+++ STORED DATA

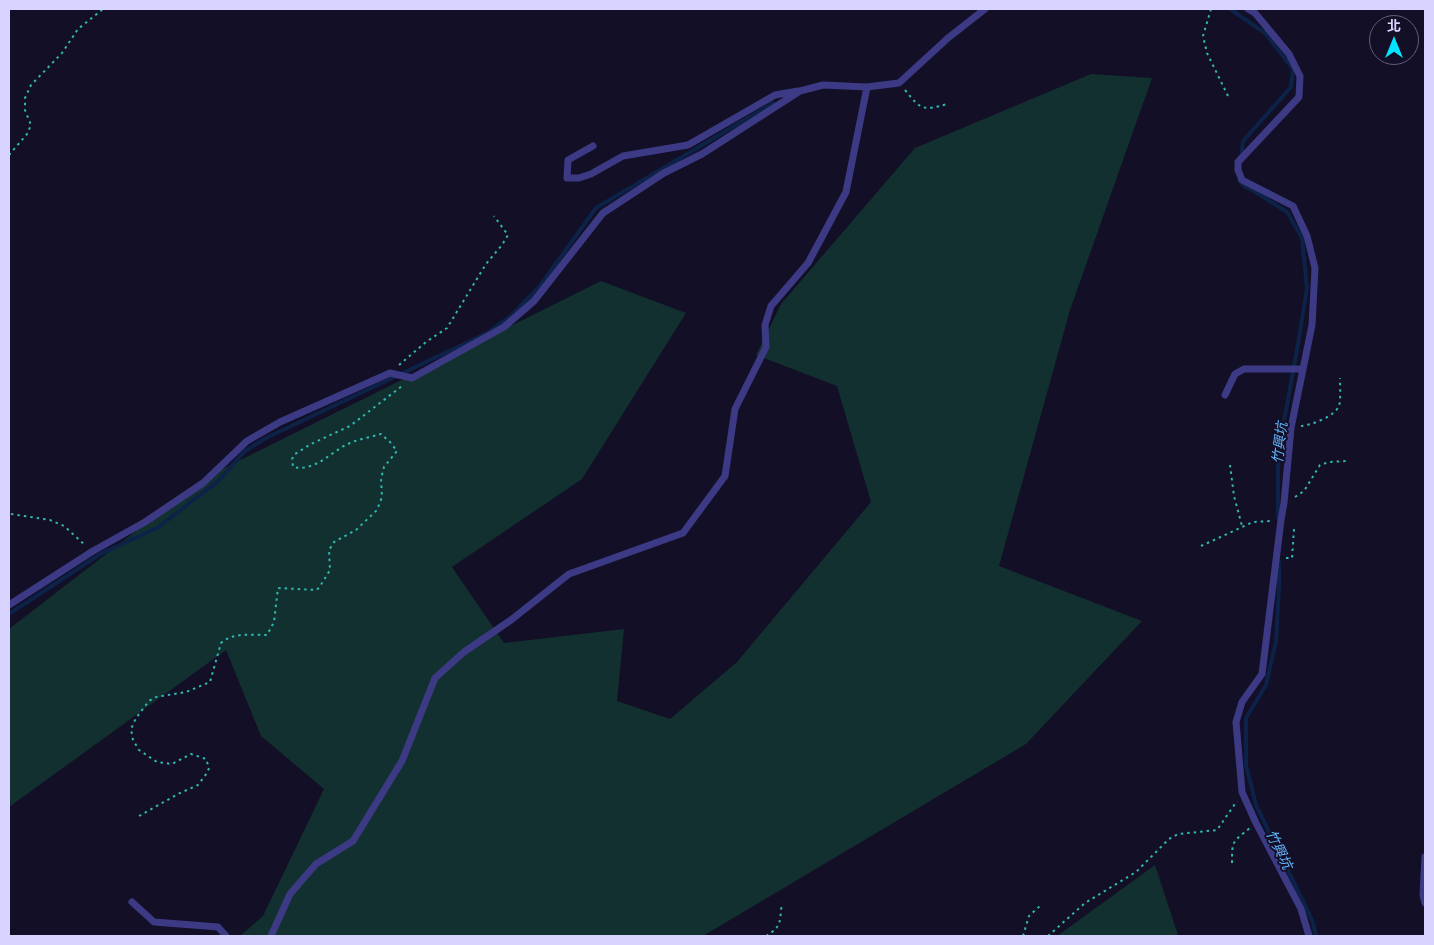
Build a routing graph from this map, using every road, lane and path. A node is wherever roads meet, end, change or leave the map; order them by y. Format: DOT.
graph roads {
  1 [pos="103,9"];
  2 [pos="986,9"];
  3 [pos="1211,9"];
  4 [pos="1248,9"];
  5 [pos="899,83"];
  6 [pos="867,87"];
  7 [pos="800,91"];
  8 [pos="1228,96"];
  9 [pos="947,104"];
  10 [pos="593,146"];
  11 [pos="9,154"];
  12 [pos="494,216"];
  13 [pos="1303,369"];
  14 [pos="390,373"];
  15 [pos="412,378"];
  16 [pos="1340,378"];
  17 [pos="1225,395"];
  18 [pos="1291,428"];
  19 [pos="1347,461"];
  20 [pos="1230,465"];
  21 [pos="1284,503"];
  22 [pos="11,514"];
  23 [pos="1280,520"];
  24 [pos="1242,526"];
  25 [pos="1294,529"];
  26 [pos="1201,546"];
  27 [pos="93,551"];
  28 [pos="1276,559"];
  29 [pos="9,605"];
  30 [pos="1242,792"];
  31 [pos="139,816"];
  32 [pos="1256,824"];
  33 [pos="1425,857"];
  34 [pos="1232,863"];
  35 [pos="132,902"];
  36 [pos="1425,902"];
  37 [pos="782,903"];
  38 [pos="1042,904"];
  39 [pos="226,936"];
  40 [pos="271,936"];
  41 [pos="766,936"];
  42 [pos="1023,936"];
  43 [pos="1048,936"];
  44 [pos="1309,936"];
  1 -- 11 [label="path"];
  2 -- 5 [label="lane"];
  3 -- 8 [label="path"];
  4 -- 13 [label="lane"];
  5 -- 6 [label="lane"];
  5 -- 9 [label="path"];
  6 -- 7 [label="lane"];
  6 -- 40 [label="lane"];
  7 -- 10 [label="lane"];
  7 -- 15 [label="lane"];
  12 -- 14 [label="path"];
  13 -- 17 [label="lane"];
  13 -- 18 [label="lane"];
  14 -- 15 [label="lane"];
  14 -- 27 [label="lane"];
  15 -- 31 [label="path"];
  16 -- 18 [label="path"];
  18 -- 21 [label="lane"];
  19 -- 21 [label="path"];
  20 -- 24 [label="path"];
  21 -- 23 [label="lane"];
  22 -- 27 [label="path"];
  23 -- 24 [label="path"];
  23 -- 28 [label="lane"];
  24 -- 26 [label="path"];
  25 -- 28 [label="path"];
  27 -- 29 [label="lane"];
  28 -- 30 [label="lane"];
  30 -- 32 [label="lane"];
  30 -- 43 [label="path"];
  32 -- 34 [label="path"];
  32 -- 44 [label="lane"];
  33 -- 36 [label="lane"];
  35 -- 39 [label="lane"];
  37 -- 41 [label="path"];
  38 -- 42 [label="path"];
}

++++++

§ **PROBLEM**: Your answer should hold every line of the entries that contains the string "roads".

§ **EXERCISE RESULT**:
Build a routing graph from this map, using every road, lane and path. A node is wherever roads meet, end, change or leave the map; order them by y. Format: DOT.
graph roads {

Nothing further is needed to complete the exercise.